A recent decision of the Indian Supreme Court, The Chairman, Board of Trustees, Cochin Port Trust -v- M/S Arebee Star Maritime Agencies pvt Ltd & ors., has helpfully clarified conflicting national case law concerning which party is obliged to pay port storage fees incurred by abandoned cargoes. This is an issue frequently encountered in relation to off-spec recyclable materials, which were the cargoes abandoned in the concerned case.

The Indian Supreme Court held that, once the Indian port takes custody of the goods, and provides a receipt for the same to the shipowner (or their agent), the shipowner cannot be held liable for any further storage charges at the port. Rather, the port must seek to deliver the cargo to the consignee and, if it fails to do so, any attempt to recover storage costs or associated cargo related expenses must be directed at the consignee and not the shipowner.

The Indian Supreme Court also held that where the container does not form part of the goods to be delivered to the consignee, the port must de-stuff the container as soon as possible and return it to the shipowner. Where the container does form part of the goods to be delivered to the consignee, the container must be stored by the port with the goods and the storage costs recovered from the consignee.

Should the port decide to auction the cargo in an attempt to recover its costs, and should there be any deficit in the sale proceeds, the consignee will continue to be responsible for the balance of the storage costs at the port.

Importantly, the Indian Supreme Court held that the consignee's liability for storage and cargo related expenses exists irrespective of whether legal title for the goods has actually passed to him. As such, it is irrelevant whether the bill of lading has been endorsed, either by the shipowner to effect delivery or by the original owner of the goods to transfer title.


This is a favourable decision for shipowners and forwarders of cargo discharging in India, who often find themselves years down the line still trying to resolve claims in connection with abandoned cargoes and containers. Indeed this 2020 decision related to cargos discharged 22 years earlier in 1998. In the recyclables trades, where abandonment of off-spec cargos is relatively common, this decision will be especially welcome.

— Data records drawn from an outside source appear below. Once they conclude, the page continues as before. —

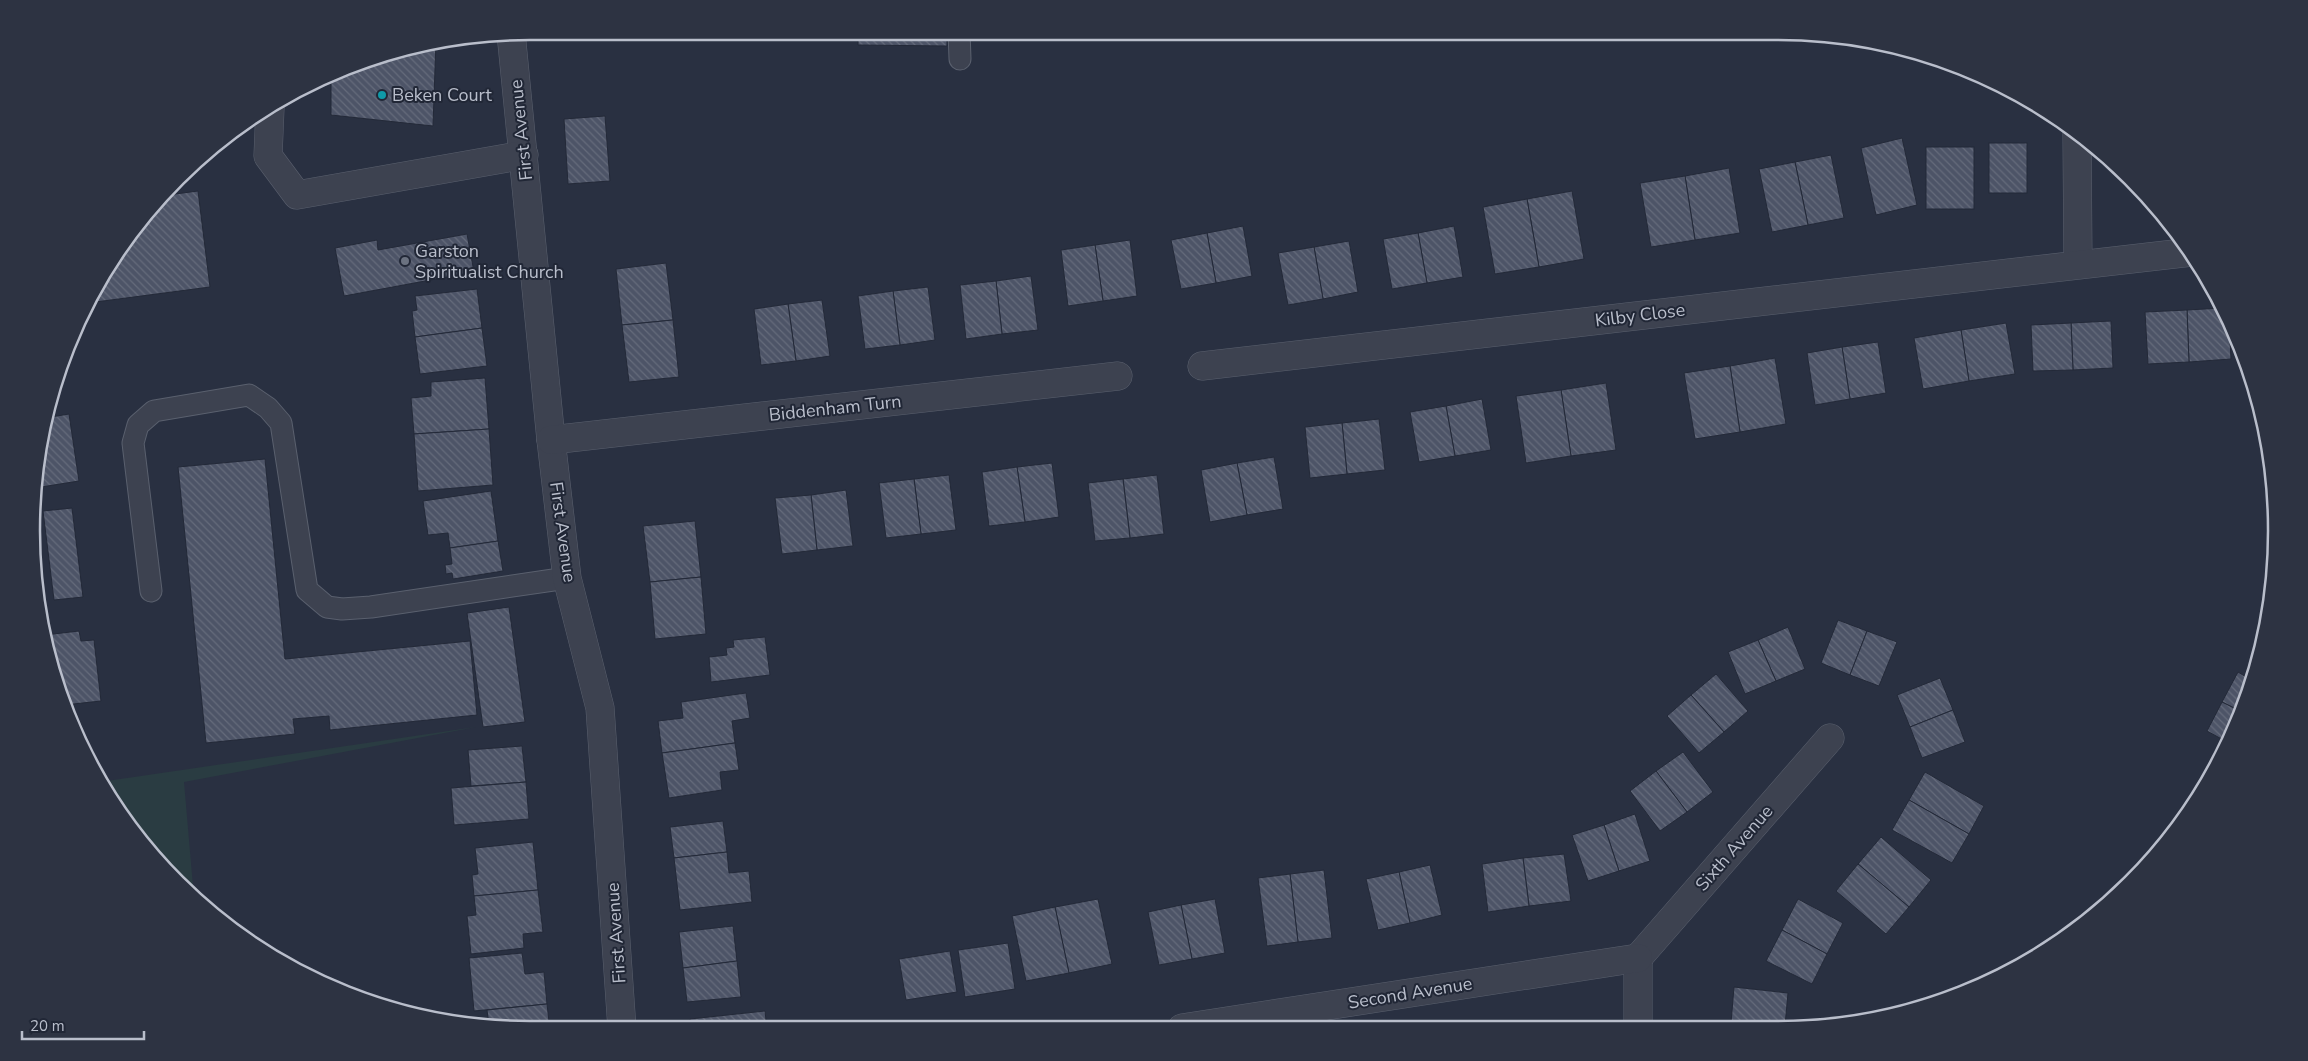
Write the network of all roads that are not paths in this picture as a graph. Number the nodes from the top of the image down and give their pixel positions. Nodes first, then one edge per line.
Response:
1 (959, 40) edge
2 (513, 41) edge
3 (960, 59) dead end
4 (270, 116) edge
5 (2077, 142) edge
6 (524, 155) junction
7 (2182, 253) edge
8 (2078, 264) junction
9 (1202, 366) dead end
10 (1118, 376) dead end
11 (551, 440) junction
12 (568, 578) junction
13 (151, 591) dead end
14 (1830, 738) dead end
15 (1638, 958) junction
16 (621, 1021) edge
17 (1228, 1021) edge
18 (1638, 1021) edge

1 - 3 lane
2 - 6 street, First Avenue
4 - 6 street
5 - 8 street
6 - 11 street, First Avenue
7 - 8 street, Kilby Close
8 - 9 street, Kilby Close
10 - 11 street, Biddenham Turn
11 - 12 street, First Avenue
12 - 13 lane
12 - 16 street, First Avenue
14 - 15 street, Sixth Avenue
15 - 17 street, Second Avenue
15 - 18 street

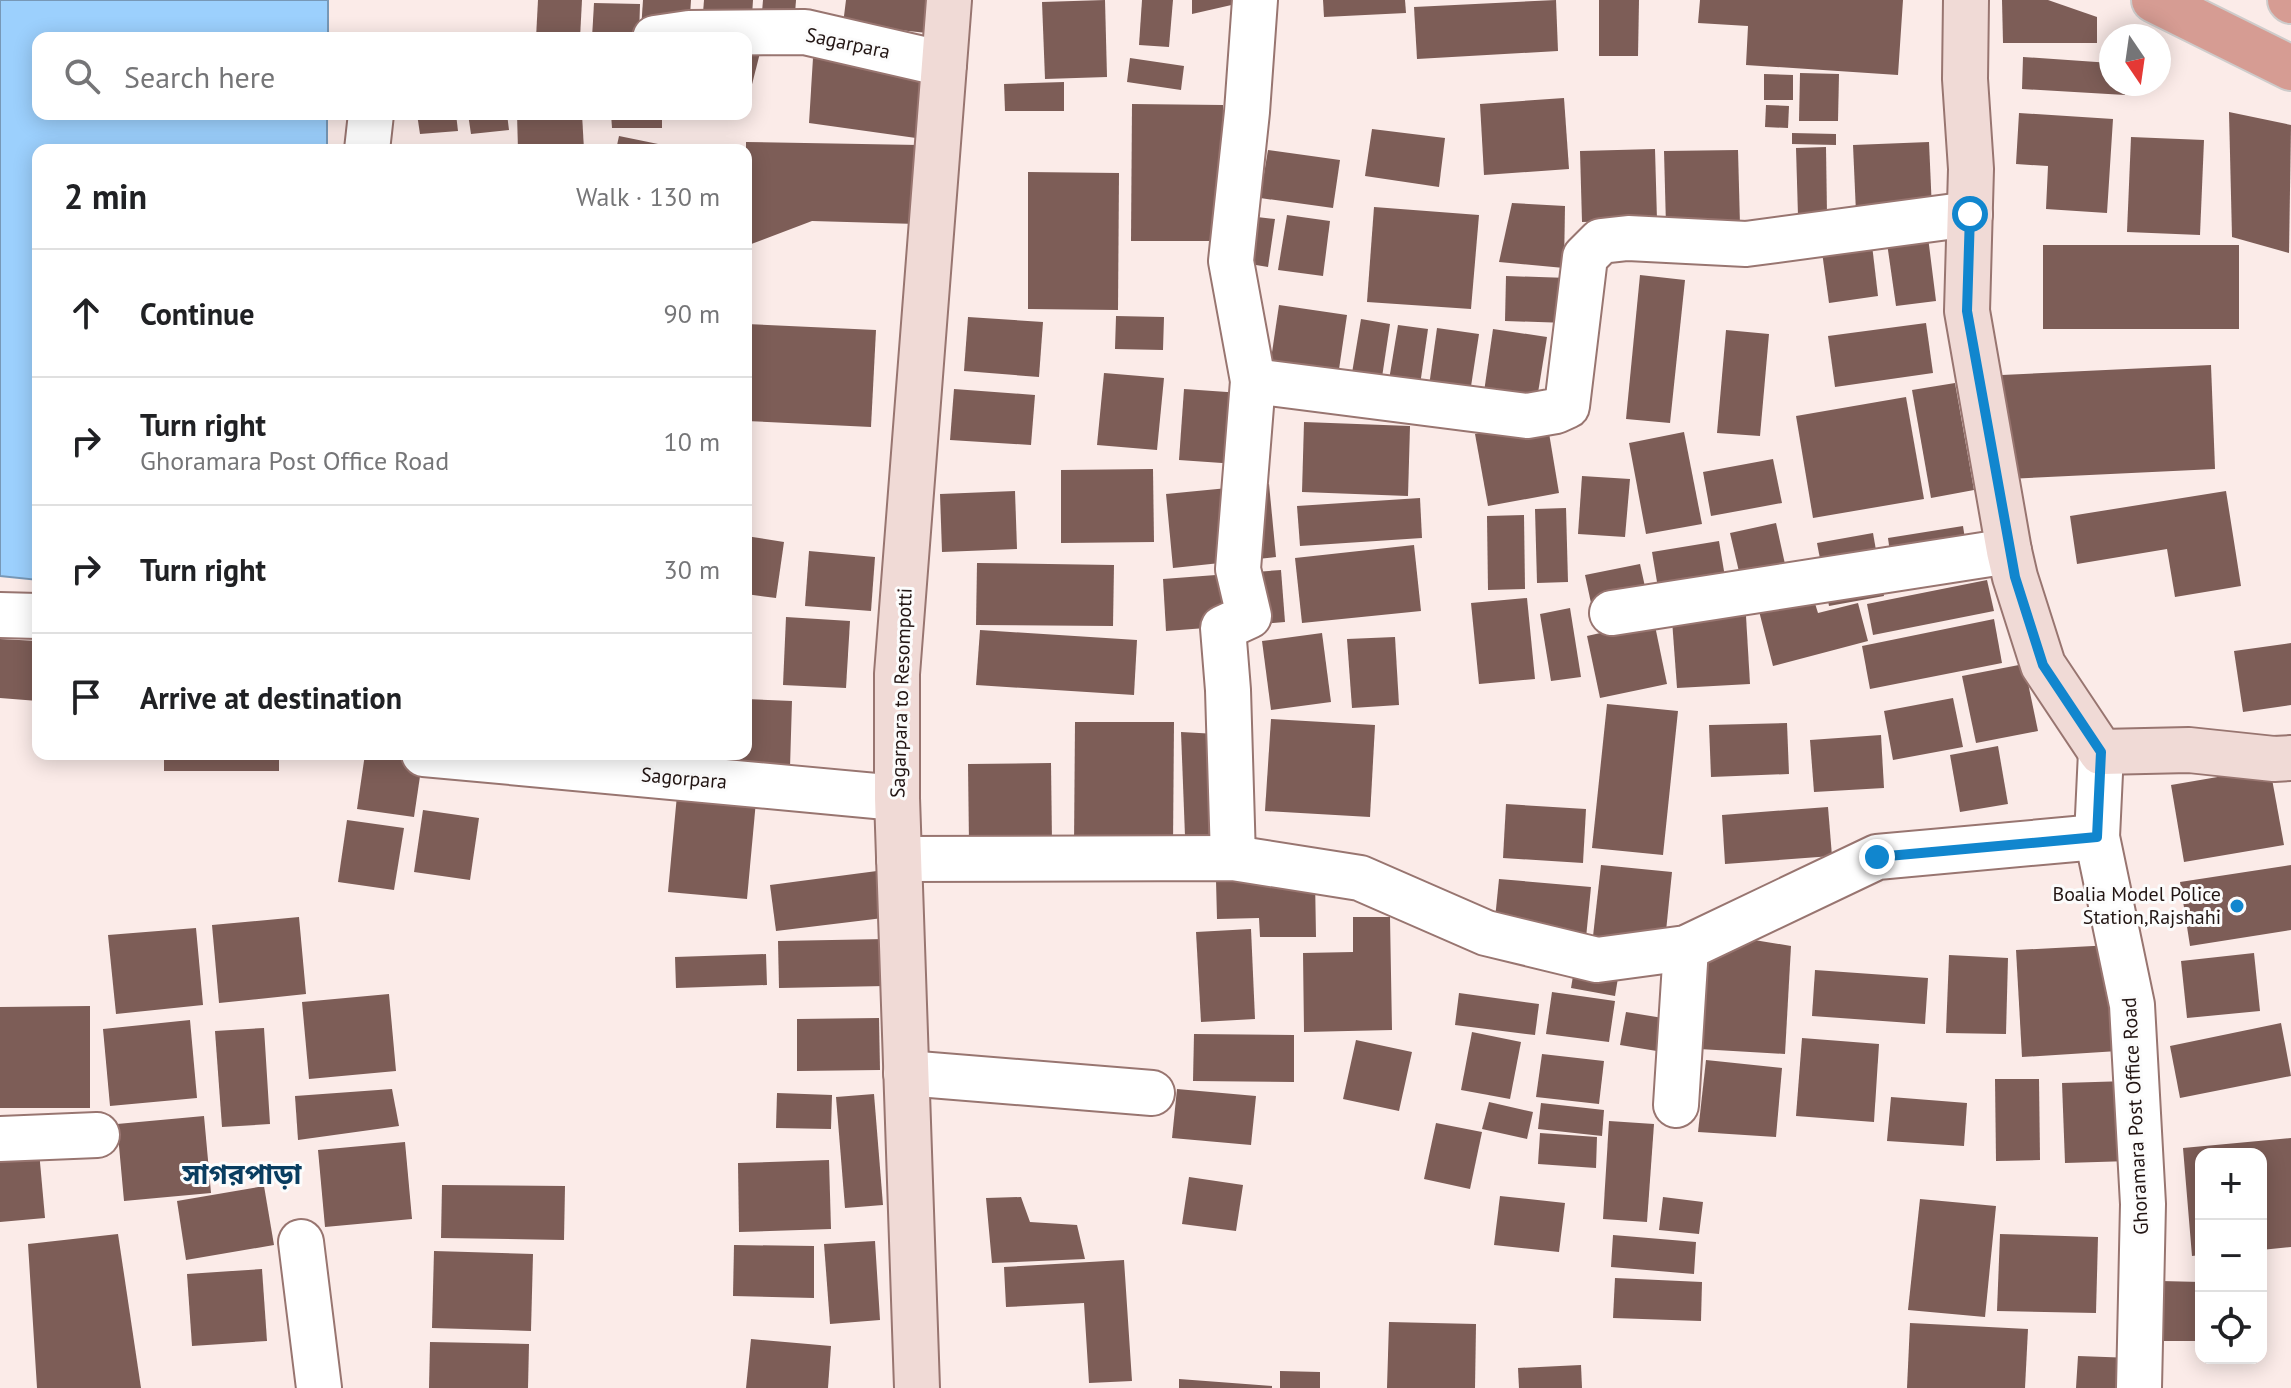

Although it remains to be seen how impactful the decision will be at operational level, in theory, the decision should leave shipowners free from being asked to pay storage charges for cargoes abandoned in Indian ports. Consequently, it should also leave forwarders free from the risk of having such charges passed to them by shipowners. The decision should also ensure shipowners have their containers returned promptly to them and that these do not become dead assets due to long detention ashore.

For shipowners, it is critical that port receipts for containers discharged in Indian ports are obtained, so as to evidence transfer of responsibility for cargo and cargo related charges from the shipowner to the consignee. Where shipowners in possession of such receipts are nonetheless confronted by ports with long stay container/cargo storage charges, it will be helpful to refer the port to this decision. This will be true also for freight forwarders confronted by shipowners passing such charges along the line.

As for shippers, whilst they are likely to experience some relief from abandoned cargo charges being passed to them via the shipping chain, shippers can expect that costs will ultimately be passed to them by the consignee via the contract of sale.

Pursuant to this decision, it will be more risky for consignees to abandon cargoes in Indian ports. Consequently, as they face a potentially heavy costs burden if cargos cannot be collected due to customs issues, consignees will likely look to strengthen their contractual rights of recourse against shippers. Perhaps by incorporating harsher penalties and indemnities for off-spec cargos in the contract of sale, and/or by looking to defer payment beyond successful customs clearance. The ultimate effect of this decision may therefore be to impose on shippers a stronger incentive to correctly grade and describe cargos shipping to India, which may go some way to address a long standing and problematic laxity in relation to the shipment of recyclables.